--- Task brief ---
Go over the records and count each line that has the string "joint". Give the number and nothing else.

╭──

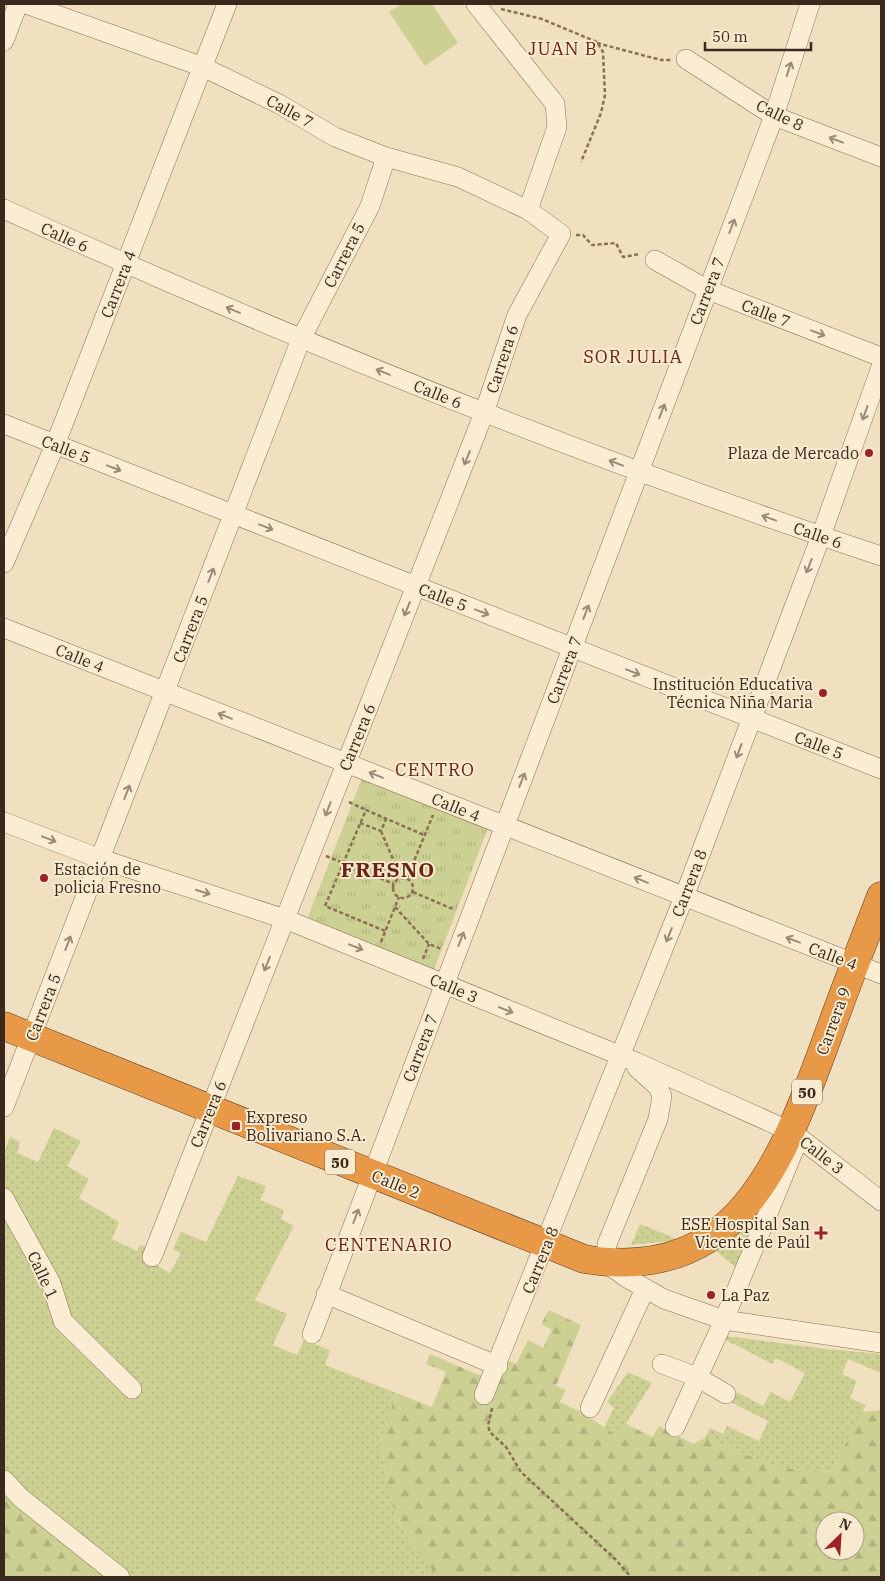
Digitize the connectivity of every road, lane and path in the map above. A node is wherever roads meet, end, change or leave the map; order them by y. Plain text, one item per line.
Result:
1 (18, 4) edge
2 (26, 4) edge
3 (227, 4) edge
4 (476, 4) edge
5 (810, 4) edge
6 (499, 8) dead end
7 (4, 41) edge
8 (597, 42) junction
9 (686, 59) joint
10 (203, 67) junction
11 (774, 116) junction
12 (386, 157) junction
13 (881, 157) edge
14 (581, 162) dead end
15 (4, 209) edge
16 (528, 210) junction
17 (556, 229) junction
18 (655, 260) joint
19 (126, 264) junction
20 (708, 290) junction
21 (301, 339) junction
22 (881, 357) edge
23 (881, 368) edge
24 (484, 413) junction
25 (4, 424) edge
26 (55, 445) junction
27 (639, 471) junction
28 (234, 515) junction
29 (821, 536) junction
30 (881, 556) edge
31 (4, 563) edge
32 (416, 586) junction
33 (4, 628) edge
34 (572, 648) junction
35 (166, 692) junction
36 (751, 718) junction
37 (346, 763) junction
38 (881, 769) edge
39 (439, 800) junction
40 (386, 819) junction
41 (4, 822) edge
42 (360, 823) junction
43 (504, 826) junction
44 (381, 831) junction
45 (424, 835) junction
46 (312, 850) junction
47 (101, 859) junction
48 (344, 863) junction
49 (401, 878) junction
50 (407, 878) junction
51 (394, 884) junction
52 (412, 892) junction
53 (881, 896) edge
54 (399, 897) junction
55 (684, 897) junction
56 (395, 907) junction
57 (470, 916) junction
58 (285, 919) junction
59 (385, 931) junction
60 (429, 944) dead end
61 (376, 955) junction
62 (854, 964) junction
63 (881, 974) edge
64 (444, 985) junction
65 (4, 1026) edge
66 (32, 1038) junction
67 (628, 1059) junction
68 (4, 1107) edge
69 (210, 1109) junction
70 (795, 1135) junction
71 (372, 1175) junction
72 (4, 1198) edge
73 (881, 1201) edge
74 (546, 1245) junction
75 (683, 1252) joint
76 (152, 1257) dead end
77 (606, 1263) junction
78 (645, 1289) junction
79 (326, 1294) junction
80 (724, 1320) junction
81 (312, 1334) dead end
82 (881, 1343) edge
83 (662, 1364) dead end
84 (498, 1366) junction
85 (696, 1377) junction
86 (132, 1389) dead end
87 (726, 1394) dead end
88 (484, 1395) joint
89 (590, 1408) dead end
90 (675, 1427) dead end
91 (4, 1480) edge
92 (120, 1577) edge
93 (631, 1577) edge

1 - 7 street
2 - 10 street, Calle 7
3 - 10 street, Carrera 4
4 - 16 street
11 -> 5 street, Carrera 7
6 - 8 path
8 - 9 path
8 - 14 path
9 - 11 street, Calle 8
10 - 12 street, Calle 7
10 - 19 street, Carrera 4
13 -> 11 street, Calle 8
20 -> 11 street, Carrera 7
12 - 16 street, Calle 7
12 - 21 street, Carrera 5
15 - 19 street, Calle 6
16 - 17 street, Calle 7
17 - 18 path
17 - 24 street, Carrera 6
18 - 20 street, Calle 7
21 -> 19 street, Calle 6
19 - 26 street, Carrera 4
20 -> 22 street, Calle 7
27 -> 20 street, Carrera 7
24 -> 21 street, Calle 6
21 - 28 street, Carrera 5
23 -> 29 street, Carrera 8
27 -> 24 street, Calle 6
24 -> 32 street, Carrera 6
25 - 26 street, Calle 5
26 -> 28 street, Calle 5
26 - 31 street, Carrera 4
29 -> 27 street, Calle 6
34 -> 27 street, Carrera 7
28 -> 32 street, Calle 5
35 -> 28 street, Carrera 5
29 - 30 street, Calle 6
29 -> 36 street, Carrera 8
32 -> 34 street, Calle 5
32 -> 37 street, Carrera 6
33 - 35 street, Calle 4
34 -> 36 street, Calle 5
43 -> 34 street, Carrera 7
37 -> 35 street, Calle 4
47 -> 35 street, Carrera 5
36 - 38 street, Calle 5
36 -> 55 street, Carrera 8
39 -> 37 street, Calle 4
37 -> 46 street, Carrera 6
39 - 43 street, Calle 4
39 - 45 path
40 - 42 path
40 - 44 path
40 - 45 path
41 -> 47 street, Calle 3
42 - 44 path
42 - 48 path
55 -> 43 street, Calle 4
43 - 57 street, Carrera 7
44 - 49 path
45 - 50 path
46 - 48 path
46 - 58 street, Carrera 6
47 -> 58 street, Calle 3
66 -> 47 street, Carrera 5
48 - 51 path
48 - 59 path
49 - 50 path
49 - 51 path
50 - 52 path
51 - 54 path
52 - 54 path
52 - 57 path
53 - 62 highway, Carrera 9 / 50
54 - 56 path
62 -> 55 street, Calle 4
55 -> 67 street, Carrera 8
56 - 59 path
56 - 60 path
64 -> 57 street, Carrera 7
58 -> 61 street, Calle 3
58 -> 69 street, Carrera 6
59 - 61 path
61 - 64 street, Calle 3
62 - 63 street, Calle 4
62 - 70 highway, Carrera 9 / 50
64 -> 67 street, Calle 3
64 - 71 street, Carrera 7
65 - 66 highway, Calle 2 / 50
66 - 68 street, Carrera 5
66 - 69 highway, Calle 2 / 50
67 - 70 street, Calle 3
67 - 74 street, Carrera 8
67 - 77 street
69 - 71 highway, Calle 2 / 50
69 - 76 street, Carrera 6
70 - 73 street, Calle 3
70 - 75 highway, Carrera 9 / 50
70 - 80 street
71 - 74 highway, Calle 2 / 50
79 -> 71 street, Carrera 7
72 - 86 street, Calle 1
74 - 77 highway, Calle 2 / 50
74 - 84 street, Carrera 8
75 - 77 highway, Calle 2 / 50
77 - 78 street
78 - 80 street
78 - 89 street
79 - 81 street, Carrera 7
79 - 84 street
80 - 82 street
80 - 85 street
83 - 85 street
84 - 88 street, Carrera 8
85 - 87 street
85 - 90 street
88 - 93 path
91 - 92 street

╰──

--- Result of this exercise ---
4